Professor Sarosh Irani, Nuffield Department of Clinical Neurosciences
Raising awareness about encephalitis
Professor Sarosh Irani of the Nuffield Department of Clinical Neurosciences
Today – Wednesday, 22 February – is World Encephalitis Day.
Encephalitis is a brain condition which I have encountered many times throughout my career, witnessing first-hand the devastating impact that it can have on patients and their family and friends.
My team in Oxford work to improve the diagnosis, treatment and after-care for patients with autoimmune forms of encephalitis. Discoveries to improve patient care is what drives everyone in my research group and clinic, and is what led me to become a member of the Encephalitis Society’s Scientific Advisory Panel.
Our work has focused on the autoimmune forms of encephalitis, where one’s own immune system attacks the brain in error, leading to brain swelling. We work hard, with our patients and their carers, to better understand diagnosis, the underlying cause of the diseases and patient outcomes. We have over 150 publications in this area, and aim to produce many more over the next few years.

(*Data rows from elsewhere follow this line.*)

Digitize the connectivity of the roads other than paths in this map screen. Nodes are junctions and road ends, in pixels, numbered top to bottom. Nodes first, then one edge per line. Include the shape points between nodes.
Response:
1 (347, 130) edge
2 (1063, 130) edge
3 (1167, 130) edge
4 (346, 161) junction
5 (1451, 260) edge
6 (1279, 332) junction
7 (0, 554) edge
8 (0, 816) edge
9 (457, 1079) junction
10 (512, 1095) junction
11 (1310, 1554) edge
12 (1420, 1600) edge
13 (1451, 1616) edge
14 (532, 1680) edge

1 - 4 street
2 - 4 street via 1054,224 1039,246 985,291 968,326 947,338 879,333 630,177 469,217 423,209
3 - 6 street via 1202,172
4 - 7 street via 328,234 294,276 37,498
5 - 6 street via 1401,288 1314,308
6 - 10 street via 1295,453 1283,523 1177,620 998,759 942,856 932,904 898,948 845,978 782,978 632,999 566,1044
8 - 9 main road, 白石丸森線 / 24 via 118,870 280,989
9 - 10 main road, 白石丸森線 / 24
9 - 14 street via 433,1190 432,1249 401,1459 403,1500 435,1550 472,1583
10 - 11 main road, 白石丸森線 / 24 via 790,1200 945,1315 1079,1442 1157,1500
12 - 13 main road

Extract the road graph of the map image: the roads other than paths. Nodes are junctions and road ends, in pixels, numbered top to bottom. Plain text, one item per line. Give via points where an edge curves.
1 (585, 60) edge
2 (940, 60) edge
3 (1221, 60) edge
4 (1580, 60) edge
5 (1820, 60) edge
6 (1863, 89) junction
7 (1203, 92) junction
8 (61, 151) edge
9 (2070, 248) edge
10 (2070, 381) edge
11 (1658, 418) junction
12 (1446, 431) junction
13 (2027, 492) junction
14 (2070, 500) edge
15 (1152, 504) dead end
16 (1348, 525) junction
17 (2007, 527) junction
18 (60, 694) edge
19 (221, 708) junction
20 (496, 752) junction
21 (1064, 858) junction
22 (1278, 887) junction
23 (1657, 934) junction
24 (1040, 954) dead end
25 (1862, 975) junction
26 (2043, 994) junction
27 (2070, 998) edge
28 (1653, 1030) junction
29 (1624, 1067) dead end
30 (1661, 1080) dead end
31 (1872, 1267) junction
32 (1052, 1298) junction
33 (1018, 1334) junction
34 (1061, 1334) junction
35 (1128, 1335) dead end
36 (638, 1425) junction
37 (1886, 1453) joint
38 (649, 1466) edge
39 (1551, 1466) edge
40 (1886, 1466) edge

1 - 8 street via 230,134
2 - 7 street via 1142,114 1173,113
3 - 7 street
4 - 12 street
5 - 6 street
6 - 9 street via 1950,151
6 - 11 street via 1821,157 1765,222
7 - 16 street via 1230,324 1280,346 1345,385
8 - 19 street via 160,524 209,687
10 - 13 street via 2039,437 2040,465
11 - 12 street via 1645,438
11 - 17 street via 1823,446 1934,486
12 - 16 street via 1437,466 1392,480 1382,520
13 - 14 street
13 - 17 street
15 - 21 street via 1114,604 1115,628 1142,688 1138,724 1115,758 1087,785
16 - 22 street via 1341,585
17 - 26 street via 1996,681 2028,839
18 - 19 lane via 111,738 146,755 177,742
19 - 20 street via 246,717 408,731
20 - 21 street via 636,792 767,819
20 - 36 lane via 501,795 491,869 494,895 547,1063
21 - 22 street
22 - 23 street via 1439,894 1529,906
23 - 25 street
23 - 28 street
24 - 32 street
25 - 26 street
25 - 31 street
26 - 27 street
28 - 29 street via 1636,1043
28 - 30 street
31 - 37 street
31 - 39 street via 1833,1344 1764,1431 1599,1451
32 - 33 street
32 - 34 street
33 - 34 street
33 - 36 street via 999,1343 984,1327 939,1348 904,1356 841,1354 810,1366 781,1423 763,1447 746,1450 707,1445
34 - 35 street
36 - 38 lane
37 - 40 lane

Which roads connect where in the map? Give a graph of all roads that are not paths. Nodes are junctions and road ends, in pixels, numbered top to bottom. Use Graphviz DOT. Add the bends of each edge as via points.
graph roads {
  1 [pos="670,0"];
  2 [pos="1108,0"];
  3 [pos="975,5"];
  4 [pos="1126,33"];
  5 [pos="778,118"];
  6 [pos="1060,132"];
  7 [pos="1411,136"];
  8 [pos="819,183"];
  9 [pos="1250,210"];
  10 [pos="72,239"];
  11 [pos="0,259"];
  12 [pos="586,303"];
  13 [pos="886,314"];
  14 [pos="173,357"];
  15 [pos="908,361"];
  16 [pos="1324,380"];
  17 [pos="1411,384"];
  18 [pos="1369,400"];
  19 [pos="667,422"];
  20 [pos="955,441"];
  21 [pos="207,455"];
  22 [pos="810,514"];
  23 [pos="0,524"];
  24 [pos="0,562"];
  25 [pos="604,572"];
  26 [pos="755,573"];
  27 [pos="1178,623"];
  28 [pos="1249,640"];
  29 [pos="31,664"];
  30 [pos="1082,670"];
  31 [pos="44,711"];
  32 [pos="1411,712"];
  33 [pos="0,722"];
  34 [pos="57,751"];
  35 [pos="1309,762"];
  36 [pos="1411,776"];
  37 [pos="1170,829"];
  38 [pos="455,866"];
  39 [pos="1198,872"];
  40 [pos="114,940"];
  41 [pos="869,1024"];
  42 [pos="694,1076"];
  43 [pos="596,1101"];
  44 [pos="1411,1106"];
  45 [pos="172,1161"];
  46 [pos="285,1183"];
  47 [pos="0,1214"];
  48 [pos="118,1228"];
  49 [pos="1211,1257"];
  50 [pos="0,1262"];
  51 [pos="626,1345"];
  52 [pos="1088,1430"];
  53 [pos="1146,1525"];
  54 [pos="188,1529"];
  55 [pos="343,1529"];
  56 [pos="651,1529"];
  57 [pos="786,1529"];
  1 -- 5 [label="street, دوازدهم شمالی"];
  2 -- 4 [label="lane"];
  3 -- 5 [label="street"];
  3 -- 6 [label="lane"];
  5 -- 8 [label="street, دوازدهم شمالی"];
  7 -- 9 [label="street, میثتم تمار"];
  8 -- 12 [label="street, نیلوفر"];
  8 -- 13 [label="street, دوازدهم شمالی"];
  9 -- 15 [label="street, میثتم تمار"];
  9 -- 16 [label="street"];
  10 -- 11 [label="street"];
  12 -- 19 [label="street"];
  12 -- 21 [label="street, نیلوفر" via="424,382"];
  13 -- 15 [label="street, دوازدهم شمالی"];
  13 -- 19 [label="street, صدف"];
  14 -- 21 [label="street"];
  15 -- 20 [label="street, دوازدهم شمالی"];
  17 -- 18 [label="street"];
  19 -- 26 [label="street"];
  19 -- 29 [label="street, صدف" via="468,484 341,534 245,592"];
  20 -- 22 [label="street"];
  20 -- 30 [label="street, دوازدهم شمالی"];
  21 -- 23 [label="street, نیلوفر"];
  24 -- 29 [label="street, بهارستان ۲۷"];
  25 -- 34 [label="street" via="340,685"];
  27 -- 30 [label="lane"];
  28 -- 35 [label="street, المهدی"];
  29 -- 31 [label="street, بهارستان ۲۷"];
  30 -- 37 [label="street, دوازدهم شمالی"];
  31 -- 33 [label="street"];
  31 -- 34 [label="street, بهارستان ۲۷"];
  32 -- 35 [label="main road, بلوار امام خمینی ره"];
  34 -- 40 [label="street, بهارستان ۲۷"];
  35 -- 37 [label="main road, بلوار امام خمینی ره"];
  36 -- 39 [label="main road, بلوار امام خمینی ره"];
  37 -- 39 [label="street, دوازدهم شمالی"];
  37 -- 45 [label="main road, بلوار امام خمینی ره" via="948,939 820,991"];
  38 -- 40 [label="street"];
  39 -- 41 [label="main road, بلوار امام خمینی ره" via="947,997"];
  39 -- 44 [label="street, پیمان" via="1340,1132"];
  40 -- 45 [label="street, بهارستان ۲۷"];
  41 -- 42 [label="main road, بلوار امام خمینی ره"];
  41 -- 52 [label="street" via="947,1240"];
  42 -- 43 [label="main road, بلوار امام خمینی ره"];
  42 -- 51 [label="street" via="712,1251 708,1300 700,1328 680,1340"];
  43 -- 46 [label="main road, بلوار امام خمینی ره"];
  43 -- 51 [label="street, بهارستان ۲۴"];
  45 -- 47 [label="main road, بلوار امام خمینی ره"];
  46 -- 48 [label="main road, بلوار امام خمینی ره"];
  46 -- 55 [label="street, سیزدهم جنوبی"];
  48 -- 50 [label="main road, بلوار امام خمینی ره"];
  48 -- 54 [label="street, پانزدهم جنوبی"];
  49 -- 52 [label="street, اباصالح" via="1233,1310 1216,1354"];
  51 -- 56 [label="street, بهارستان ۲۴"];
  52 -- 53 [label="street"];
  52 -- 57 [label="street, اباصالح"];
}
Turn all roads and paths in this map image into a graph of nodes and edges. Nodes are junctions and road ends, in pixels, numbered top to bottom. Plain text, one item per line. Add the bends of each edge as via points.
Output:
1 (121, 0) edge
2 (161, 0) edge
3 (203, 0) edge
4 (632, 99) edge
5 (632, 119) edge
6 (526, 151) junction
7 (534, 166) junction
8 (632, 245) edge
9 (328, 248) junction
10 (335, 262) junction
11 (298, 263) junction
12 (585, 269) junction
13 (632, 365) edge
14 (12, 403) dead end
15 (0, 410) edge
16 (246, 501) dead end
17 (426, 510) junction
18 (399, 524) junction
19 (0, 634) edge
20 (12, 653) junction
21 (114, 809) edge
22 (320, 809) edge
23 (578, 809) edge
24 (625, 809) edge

Another key aspect of my work is improving awareness of encephalitis among the general public and fellow healthcare professionals in the hope that it can eventually lead to a quicker pathway for patients to get the care they need.
Shockingly, a YouGov poll commissioned by the Encephalitis Society has found that around 8 out of 10 people do not know what encephalitis is, which is why I would like you to spare a few moments and read the following facts:
1. Encephalitis is an inflammation of the brain
2. It is caused by an infection or through the immune system attacking the brain in error
3. Anyone can be affected by encephalitis, irrespective of age, gender or ethnicity
4. It can have a high death rate and survivors might be left with an acquired brain injury and life-changing consequences
5. In some cases, encephalitis can impact mental health, causing difficult to deal with emotions and behaviours, and can lead to thoughts of self-harm and even suicide
To add our support to this very important day on the calendar, my colleagues and I have been wearing red today as part of the Encephalitis Society’s #Red4WED social media campaign and, this evening, I am delighted to say that the University of Oxford’s Ashmolean Museum will be among 200 global landmarks, including Niagara Falls, Piccadilly Lights, and the CN Tower in Toronto, lighting up red for World Encephalitis Day.
Finally, if you are a social media user, I urge you to take some time this evening and search for the hashtags #WorldEncephalitisDay, #Red4WED and #encephalitis for a wonderful example of what can be achieved when a community comes together with a special goal in mind – to shine a light on encephalitis.